(Required work): The data is to be repeated exactly, with the images removed.

--- Provided information Enclosed Below ---

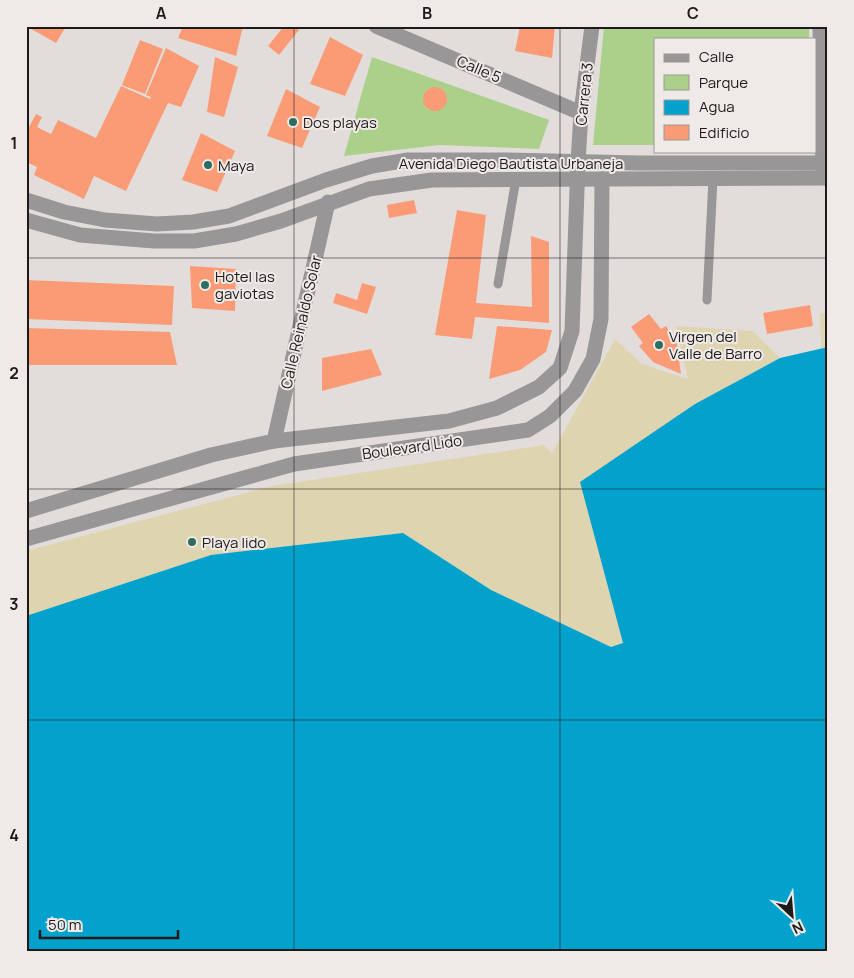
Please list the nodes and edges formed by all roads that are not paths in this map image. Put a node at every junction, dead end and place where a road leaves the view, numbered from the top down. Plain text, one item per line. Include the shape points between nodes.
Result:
1 (376, 26) edge
2 (592, 26) edge
3 (820, 26) edge
4 (411, 33) edge
5 (581, 113) junction
6 (578, 162) junction
7 (826, 171) edge
8 (516, 179) junction
9 (578, 179) junction
10 (602, 179) junction
11 (713, 179) junction
12 (26, 200) edge
13 (328, 202) junction
14 (26, 220) edge
15 (498, 284) dead end
16 (708, 300) dead end
17 (274, 441) junction
18 (26, 511) edge
19 (26, 539) edge

1 - 4 street, Calle 5
2 - 5 street, Carrera 3
3 - 7 street
4 - 5 street, Calle 5
5 - 6 street, Carrera 3
6 - 7 street, Avenida Diego Bautista Urbaneja
6 - 9 street, Boulevard Lido
6 - 12 street, Avenida Diego Bautista Urbaneja via 408,160 372,166 229,216 193,222 157,224 105,220
7 - 11 street, Avenida Diego Bautista Urbaneja
8 - 9 street, Avenida Diego Bautista Urbaneja
8 - 13 street, Avenida Diego Bautista Urbaneja via 432,180 398,184 369,188
8 - 15 lane
9 - 10 street, Avenida Diego Bautista Urbaneja
9 - 17 street, Boulevard Lido via 572,331 560,368 539,387 497,408 449,421
10 - 11 street, Avenida Diego Bautista Urbaneja
10 - 19 street, Boulevard Lido via 601,319 593,359 575,392 550,416 528,430 294,464
11 - 16 lane
13 - 14 street, Avenida Diego Bautista Urbaneja via 281,221 236,234 194,241 80,235
13 - 17 street, Calle Reinaldo Solar
17 - 18 street, Boulevard Lido via 202,458

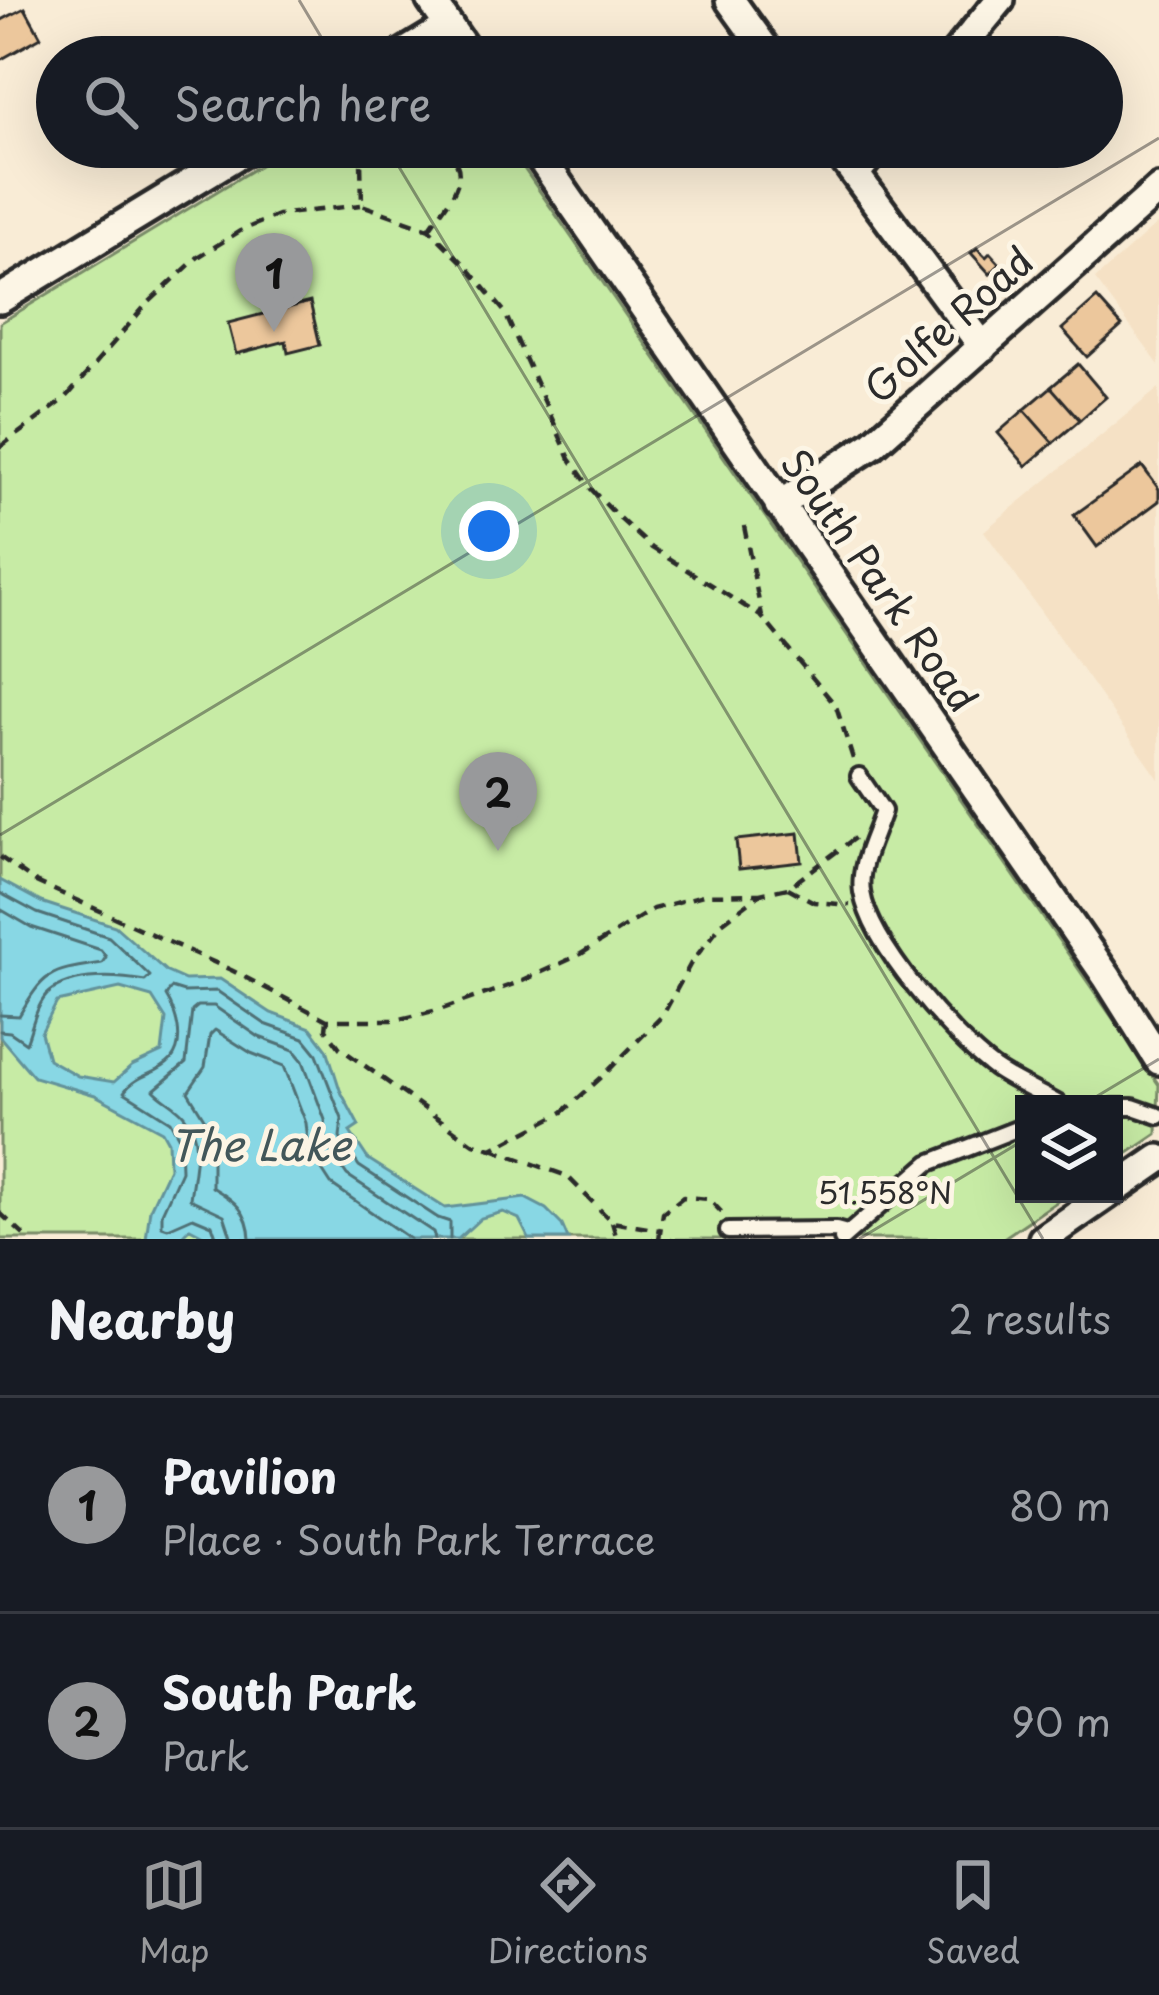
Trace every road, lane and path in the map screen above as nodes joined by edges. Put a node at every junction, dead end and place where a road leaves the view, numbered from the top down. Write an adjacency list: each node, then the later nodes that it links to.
1 (431, 0): 4 (street)
2 (730, 0): 7 (street)
3 (1000, 0): 8 (street)
4 (449, 26): 5 (street); 6 (street)
5 (433, 36)
6 (456, 36)
7 (756, 36)
8 (970, 36)
9 (215, 168): 19 (street)
10 (362, 168): 17 (path)
11 (458, 168): 18 (path)
12 (547, 168): 22 (street, South Park Road)
13 (850, 168): 15 (street)
14 (859, 168): 15 (street)
15 (854, 174): 20 (street)
16 (1159, 189): 20 (street, Golfe Road)
17 (362, 205): 18 (path); 21 (path)
18 (429, 229): 24 (path)
19 (0, 299)
20 (983, 347): 22 (street, Golfe Road)
21 (0, 447)
22 (779, 505): 32 (street, South Park Road)
23 (744, 526): 24 (path)
24 (762, 617): 25 (path)
25 (859, 776): 26 (lane)
26 (874, 839): 28 (path); 30 (lane)
27 (0, 857): 31 (path)
28 (788, 888): 29 (path); 30 (path)
29 (760, 894): 31 (path); 37 (path)
30 (866, 903): 33 (lane)
31 (327, 1020): 37 (path)
32 (1159, 1060)
33 (1043, 1095)
34 (1123, 1108): 35 (lane)
35 (1159, 1116)
36 (1015, 1130): 45 (lane)
37 (492, 1149): 42 (path)
38 (1159, 1159): 39 (street)
39 (1123, 1184)
40 (1095, 1203): 49 (street)
41 (0, 1213): 46 (path)
42 (612, 1222): 43 (path); 47 (path)
43 (659, 1230): 44 (path); 48 (path)
44 (728, 1231): 45 (lane)
45 (844, 1236)
46 (28, 1239)
47 (617, 1239)
48 (659, 1239)
49 (1043, 1239)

--- End of Enclosed Provided information ---

(Output of the exercise):
Please list the nodes and edges formed by all roads that are not paths in this map image. Put a node at every junction, dead end and place where a road leaves the view, numbered from the top down. Plain text, one item per line. Include the shape points between nodes.
Result:
1 (376, 26) edge
2 (592, 26) edge
3 (820, 26) edge
4 (411, 33) edge
5 (581, 113) junction
6 (578, 162) junction
7 (826, 171) edge
8 (516, 179) junction
9 (578, 179) junction
10 (602, 179) junction
11 (713, 179) junction
12 (26, 200) edge
13 (328, 202) junction
14 (26, 220) edge
15 (498, 284) dead end
16 (708, 300) dead end
17 (274, 441) junction
18 (26, 511) edge
19 (26, 539) edge

1 - 4 street, Calle 5
2 - 5 street, Carrera 3
3 - 7 street
4 - 5 street, Calle 5
5 - 6 street, Carrera 3
6 - 7 street, Avenida Diego Bautista Urbaneja
6 - 9 street, Boulevard Lido
6 - 12 street, Avenida Diego Bautista Urbaneja via 408,160 372,166 229,216 193,222 157,224 105,220
7 - 11 street, Avenida Diego Bautista Urbaneja
8 - 9 street, Avenida Diego Bautista Urbaneja
8 - 13 street, Avenida Diego Bautista Urbaneja via 432,180 398,184 369,188
8 - 15 lane
9 - 10 street, Avenida Diego Bautista Urbaneja
9 - 17 street, Boulevard Lido via 572,331 560,368 539,387 497,408 449,421
10 - 11 street, Avenida Diego Bautista Urbaneja
10 - 19 street, Boulevard Lido via 601,319 593,359 575,392 550,416 528,430 294,464
11 - 16 lane
13 - 14 street, Avenida Diego Bautista Urbaneja via 281,221 236,234 194,241 80,235
13 - 17 street, Calle Reinaldo Solar
17 - 18 street, Boulevard Lido via 202,458

Trace every road, lane and path in the map screen above as nodes joined by edges. Put a node at every junction, dead end and place where a road leaves the view, numbered from the top down. Write an adjacency list: each node, then the later nodes that it links to.
1 (431, 0): 4 (street)
2 (730, 0): 7 (street)
3 (1000, 0): 8 (street)
4 (449, 26): 5 (street); 6 (street)
5 (433, 36)
6 (456, 36)
7 (756, 36)
8 (970, 36)
9 (215, 168): 19 (street)
10 (362, 168): 17 (path)
11 (458, 168): 18 (path)
12 (547, 168): 22 (street, South Park Road)
13 (850, 168): 15 (street)
14 (859, 168): 15 (street)
15 (854, 174): 20 (street)
16 (1159, 189): 20 (street, Golfe Road)
17 (362, 205): 18 (path); 21 (path)
18 (429, 229): 24 (path)
19 (0, 299)
20 (983, 347): 22 (street, Golfe Road)
21 (0, 447)
22 (779, 505): 32 (street, South Park Road)
23 (744, 526): 24 (path)
24 (762, 617): 25 (path)
25 (859, 776): 26 (lane)
26 (874, 839): 28 (path); 30 (lane)
27 (0, 857): 31 (path)
28 (788, 888): 29 (path); 30 (path)
29 (760, 894): 31 (path); 37 (path)
30 (866, 903): 33 (lane)
31 (327, 1020): 37 (path)
32 (1159, 1060)
33 (1043, 1095)
34 (1123, 1108): 35 (lane)
35 (1159, 1116)
36 (1015, 1130): 45 (lane)
37 (492, 1149): 42 (path)
38 (1159, 1159): 39 (street)
39 (1123, 1184)
40 (1095, 1203): 49 (street)
41 (0, 1213): 46 (path)
42 (612, 1222): 43 (path); 47 (path)
43 (659, 1230): 44 (path); 48 (path)
44 (728, 1231): 45 (lane)
45 (844, 1236)
46 (28, 1239)
47 (617, 1239)
48 (659, 1239)
49 (1043, 1239)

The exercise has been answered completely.